Vor dem Haus grüßt dann noch ein junger Mann im Rollstuhl unseren Gesprächspartner. Mehrere Kugeln haben ihn für immer bewegungsunfähig gemacht. Eine Invalidenrente bekommt er allerdings nicht. Denn wer auf der Seite von Abdic stand, gilt bis heute als irregulärer Kämpfer. Damalige Gegner, wenn sie das Gewehr für Izetbegovic hoch hielten, verletzt wurden und bleibende Schäden davontrugen, werden vom Staat mit einer – wenn auch geringen – Versehrtenrente bedacht. Die Gnadenlosigkeit des Krieges wirkt bis heute nach. Und jeder in Bosnien-Herzegowina wird täglich daran erinnert, wer sich als Sieger und wer sich als Besiegter fühlt.

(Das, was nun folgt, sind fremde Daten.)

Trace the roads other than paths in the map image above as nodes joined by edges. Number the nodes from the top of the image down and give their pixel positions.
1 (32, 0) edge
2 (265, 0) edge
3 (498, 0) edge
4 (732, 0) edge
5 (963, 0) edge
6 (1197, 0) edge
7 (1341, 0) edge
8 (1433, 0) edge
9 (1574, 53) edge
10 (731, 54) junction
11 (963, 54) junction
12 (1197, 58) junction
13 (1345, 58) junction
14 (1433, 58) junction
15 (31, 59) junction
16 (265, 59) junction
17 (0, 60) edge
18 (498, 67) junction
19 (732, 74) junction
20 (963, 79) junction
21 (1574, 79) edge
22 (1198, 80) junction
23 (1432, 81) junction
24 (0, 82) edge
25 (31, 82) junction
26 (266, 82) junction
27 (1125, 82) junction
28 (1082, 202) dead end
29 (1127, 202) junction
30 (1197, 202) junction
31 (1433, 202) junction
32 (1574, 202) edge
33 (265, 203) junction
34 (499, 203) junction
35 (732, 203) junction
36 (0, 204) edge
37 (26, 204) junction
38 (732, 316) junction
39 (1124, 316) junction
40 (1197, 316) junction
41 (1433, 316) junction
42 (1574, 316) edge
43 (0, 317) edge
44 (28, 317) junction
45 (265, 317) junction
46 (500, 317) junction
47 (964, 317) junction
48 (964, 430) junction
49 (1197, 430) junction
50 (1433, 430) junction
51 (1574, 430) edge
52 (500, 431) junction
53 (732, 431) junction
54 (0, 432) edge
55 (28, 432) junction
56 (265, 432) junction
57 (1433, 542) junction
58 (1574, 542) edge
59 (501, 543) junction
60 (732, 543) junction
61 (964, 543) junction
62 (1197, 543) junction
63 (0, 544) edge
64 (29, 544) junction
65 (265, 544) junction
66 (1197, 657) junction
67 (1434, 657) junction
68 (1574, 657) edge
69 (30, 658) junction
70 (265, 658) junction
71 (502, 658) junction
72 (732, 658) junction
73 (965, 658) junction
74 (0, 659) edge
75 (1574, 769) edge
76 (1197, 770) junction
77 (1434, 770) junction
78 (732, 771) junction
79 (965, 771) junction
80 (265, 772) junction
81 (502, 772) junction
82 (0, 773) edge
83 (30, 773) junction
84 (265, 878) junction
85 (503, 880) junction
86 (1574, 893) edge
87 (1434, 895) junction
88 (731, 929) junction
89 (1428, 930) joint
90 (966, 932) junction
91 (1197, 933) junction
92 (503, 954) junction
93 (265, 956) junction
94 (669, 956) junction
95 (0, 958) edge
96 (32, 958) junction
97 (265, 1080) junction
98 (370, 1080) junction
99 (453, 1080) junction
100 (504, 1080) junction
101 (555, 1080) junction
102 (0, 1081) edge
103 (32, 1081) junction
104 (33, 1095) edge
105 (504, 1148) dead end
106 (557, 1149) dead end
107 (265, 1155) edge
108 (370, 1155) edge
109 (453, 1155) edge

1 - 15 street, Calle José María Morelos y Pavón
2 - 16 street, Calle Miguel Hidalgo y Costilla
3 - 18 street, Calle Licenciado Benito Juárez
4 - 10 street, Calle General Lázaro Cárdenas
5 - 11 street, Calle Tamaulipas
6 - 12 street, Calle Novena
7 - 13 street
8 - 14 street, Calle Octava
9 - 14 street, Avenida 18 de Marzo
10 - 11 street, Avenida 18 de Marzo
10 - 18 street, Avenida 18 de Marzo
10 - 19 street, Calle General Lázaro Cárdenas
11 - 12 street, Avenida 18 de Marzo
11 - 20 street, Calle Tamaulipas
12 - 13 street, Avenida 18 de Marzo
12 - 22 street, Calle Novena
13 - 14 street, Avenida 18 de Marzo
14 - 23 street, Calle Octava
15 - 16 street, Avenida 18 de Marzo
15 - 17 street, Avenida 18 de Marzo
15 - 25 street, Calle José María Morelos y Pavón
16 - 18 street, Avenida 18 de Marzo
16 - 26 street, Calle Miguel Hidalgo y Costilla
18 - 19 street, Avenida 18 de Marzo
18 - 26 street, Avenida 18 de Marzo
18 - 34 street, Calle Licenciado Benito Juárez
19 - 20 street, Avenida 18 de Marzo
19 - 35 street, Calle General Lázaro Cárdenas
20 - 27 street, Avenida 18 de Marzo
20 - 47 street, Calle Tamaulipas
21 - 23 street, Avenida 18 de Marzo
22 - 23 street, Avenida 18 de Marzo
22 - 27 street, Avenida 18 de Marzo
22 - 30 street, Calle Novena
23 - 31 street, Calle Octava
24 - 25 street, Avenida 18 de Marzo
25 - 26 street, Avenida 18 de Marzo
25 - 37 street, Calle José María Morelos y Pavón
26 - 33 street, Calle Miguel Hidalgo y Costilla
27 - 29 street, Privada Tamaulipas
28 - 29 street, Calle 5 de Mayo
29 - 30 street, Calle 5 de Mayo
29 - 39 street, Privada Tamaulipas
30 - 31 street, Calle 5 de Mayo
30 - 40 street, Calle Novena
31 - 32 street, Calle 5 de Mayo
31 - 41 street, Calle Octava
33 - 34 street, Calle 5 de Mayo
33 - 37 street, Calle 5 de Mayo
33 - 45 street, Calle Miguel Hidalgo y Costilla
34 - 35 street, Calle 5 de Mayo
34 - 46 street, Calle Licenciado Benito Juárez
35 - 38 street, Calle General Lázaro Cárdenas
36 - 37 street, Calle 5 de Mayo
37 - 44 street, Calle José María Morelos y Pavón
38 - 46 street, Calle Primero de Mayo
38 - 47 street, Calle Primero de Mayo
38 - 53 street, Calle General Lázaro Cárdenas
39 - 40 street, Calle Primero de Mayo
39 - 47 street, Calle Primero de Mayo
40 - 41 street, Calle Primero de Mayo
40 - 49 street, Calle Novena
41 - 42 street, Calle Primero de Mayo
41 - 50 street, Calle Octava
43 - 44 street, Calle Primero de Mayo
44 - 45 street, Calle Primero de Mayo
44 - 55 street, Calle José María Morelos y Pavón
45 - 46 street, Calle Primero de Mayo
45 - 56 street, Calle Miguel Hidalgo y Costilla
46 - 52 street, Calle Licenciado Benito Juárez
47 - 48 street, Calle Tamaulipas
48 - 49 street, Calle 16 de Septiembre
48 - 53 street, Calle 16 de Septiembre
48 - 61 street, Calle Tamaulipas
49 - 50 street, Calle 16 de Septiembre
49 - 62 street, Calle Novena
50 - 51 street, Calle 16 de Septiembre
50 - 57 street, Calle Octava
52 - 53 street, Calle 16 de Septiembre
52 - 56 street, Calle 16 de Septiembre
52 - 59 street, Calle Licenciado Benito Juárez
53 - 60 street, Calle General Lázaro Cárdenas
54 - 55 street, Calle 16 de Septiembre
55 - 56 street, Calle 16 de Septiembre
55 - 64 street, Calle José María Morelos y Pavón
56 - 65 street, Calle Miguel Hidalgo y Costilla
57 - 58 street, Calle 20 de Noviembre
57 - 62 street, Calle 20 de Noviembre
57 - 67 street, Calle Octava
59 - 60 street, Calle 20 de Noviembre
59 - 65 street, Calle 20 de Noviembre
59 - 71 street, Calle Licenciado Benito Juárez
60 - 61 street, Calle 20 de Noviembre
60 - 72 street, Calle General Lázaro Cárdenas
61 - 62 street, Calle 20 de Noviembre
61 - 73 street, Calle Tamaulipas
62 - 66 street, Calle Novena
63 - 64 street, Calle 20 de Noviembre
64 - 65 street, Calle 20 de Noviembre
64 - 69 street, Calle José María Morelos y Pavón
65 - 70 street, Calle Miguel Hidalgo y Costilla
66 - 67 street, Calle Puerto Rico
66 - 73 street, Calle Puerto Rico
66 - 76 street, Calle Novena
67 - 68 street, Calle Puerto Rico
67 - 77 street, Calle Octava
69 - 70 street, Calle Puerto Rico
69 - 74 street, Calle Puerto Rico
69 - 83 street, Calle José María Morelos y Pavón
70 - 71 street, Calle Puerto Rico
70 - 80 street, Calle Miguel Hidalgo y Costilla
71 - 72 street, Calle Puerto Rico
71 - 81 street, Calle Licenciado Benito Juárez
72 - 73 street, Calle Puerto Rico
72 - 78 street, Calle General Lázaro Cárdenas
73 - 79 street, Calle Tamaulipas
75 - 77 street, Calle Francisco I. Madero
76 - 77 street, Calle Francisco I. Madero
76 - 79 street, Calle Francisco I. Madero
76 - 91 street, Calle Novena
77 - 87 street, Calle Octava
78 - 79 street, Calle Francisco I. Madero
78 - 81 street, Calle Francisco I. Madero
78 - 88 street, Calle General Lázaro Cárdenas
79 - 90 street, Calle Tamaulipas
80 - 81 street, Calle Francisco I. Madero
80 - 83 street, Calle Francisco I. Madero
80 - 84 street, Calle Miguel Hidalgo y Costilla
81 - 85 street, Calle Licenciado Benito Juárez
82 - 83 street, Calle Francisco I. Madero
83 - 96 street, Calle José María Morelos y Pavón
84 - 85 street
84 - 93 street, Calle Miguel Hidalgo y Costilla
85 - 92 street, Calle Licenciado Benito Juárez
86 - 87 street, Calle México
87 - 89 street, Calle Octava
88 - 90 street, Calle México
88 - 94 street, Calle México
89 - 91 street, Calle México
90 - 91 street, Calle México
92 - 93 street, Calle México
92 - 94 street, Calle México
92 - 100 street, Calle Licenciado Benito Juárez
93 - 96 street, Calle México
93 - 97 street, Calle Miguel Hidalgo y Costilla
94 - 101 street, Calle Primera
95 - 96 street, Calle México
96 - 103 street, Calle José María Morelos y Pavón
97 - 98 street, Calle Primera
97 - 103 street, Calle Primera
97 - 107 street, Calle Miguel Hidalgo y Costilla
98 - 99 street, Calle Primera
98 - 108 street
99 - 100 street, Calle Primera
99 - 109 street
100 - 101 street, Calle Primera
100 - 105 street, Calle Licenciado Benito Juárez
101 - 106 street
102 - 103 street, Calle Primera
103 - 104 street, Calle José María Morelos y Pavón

Auf der anderen Seite der Krajina, in Kroatien, stoßen wir im Vorort von Karlovac auf dieselbe haßerfüllte Erinnerungspflege der Sieger. Das »Heimatkriegsmuseum« in Turanj besteht aus fünf Panzern, drei Haubitzen und zwei zerstörten Häusern, wie es in dieser Gegend Hunderte, Tausende gibt. Auf der einzigen Inschrift des Areals steht geschrieben: »Vorort von Karlovac, in dem die Militärmacht der ›großserbischen‹ Eroberer gestoppt werden konnte.« Von der organisierten Vertreibung der serbisch-orthodoxen Bevölkerung im Jahr 1995 ist nichts zu lesen.